(Collected data entries)
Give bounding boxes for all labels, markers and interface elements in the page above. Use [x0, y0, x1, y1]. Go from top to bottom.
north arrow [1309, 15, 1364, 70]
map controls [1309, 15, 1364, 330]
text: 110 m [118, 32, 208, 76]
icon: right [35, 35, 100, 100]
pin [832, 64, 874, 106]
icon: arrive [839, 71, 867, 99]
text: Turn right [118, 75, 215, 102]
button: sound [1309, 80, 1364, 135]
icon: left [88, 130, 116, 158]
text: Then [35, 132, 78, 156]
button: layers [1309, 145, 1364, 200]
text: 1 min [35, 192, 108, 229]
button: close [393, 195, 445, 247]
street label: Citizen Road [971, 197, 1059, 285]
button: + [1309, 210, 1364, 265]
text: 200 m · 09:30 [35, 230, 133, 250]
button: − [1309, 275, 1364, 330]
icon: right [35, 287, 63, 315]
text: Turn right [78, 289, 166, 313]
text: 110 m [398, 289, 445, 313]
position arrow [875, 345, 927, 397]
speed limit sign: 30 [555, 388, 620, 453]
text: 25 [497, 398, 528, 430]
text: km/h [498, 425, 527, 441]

» What to do:
Make sure every record is repeated exactly.

» Answer space:
Give bounding boxes for all labels, markers and interface elements in the page above. Use [x0, y0, x1, y1]. Go from top to bottom.
north arrow [1309, 15, 1364, 70]
map controls [1309, 15, 1364, 330]
text: 110 m [118, 32, 208, 76]
icon: right [35, 35, 100, 100]
pin [832, 64, 874, 106]
icon: arrive [839, 71, 867, 99]
text: Turn right [118, 75, 215, 102]
button: sound [1309, 80, 1364, 135]
icon: left [88, 130, 116, 158]
text: Then [35, 132, 78, 156]
button: layers [1309, 145, 1364, 200]
text: 1 min [35, 192, 108, 229]
button: close [393, 195, 445, 247]
street label: Citizen Road [971, 197, 1059, 285]
button: + [1309, 210, 1364, 265]
text: 200 m · 09:30 [35, 230, 133, 250]
button: − [1309, 275, 1364, 330]
icon: right [35, 287, 63, 315]
text: Turn right [78, 289, 166, 313]
text: 110 m [398, 289, 445, 313]
position arrow [875, 345, 927, 397]
speed limit sign: 30 [555, 388, 620, 453]
text: 25 [497, 398, 528, 430]
text: km/h [498, 425, 527, 441]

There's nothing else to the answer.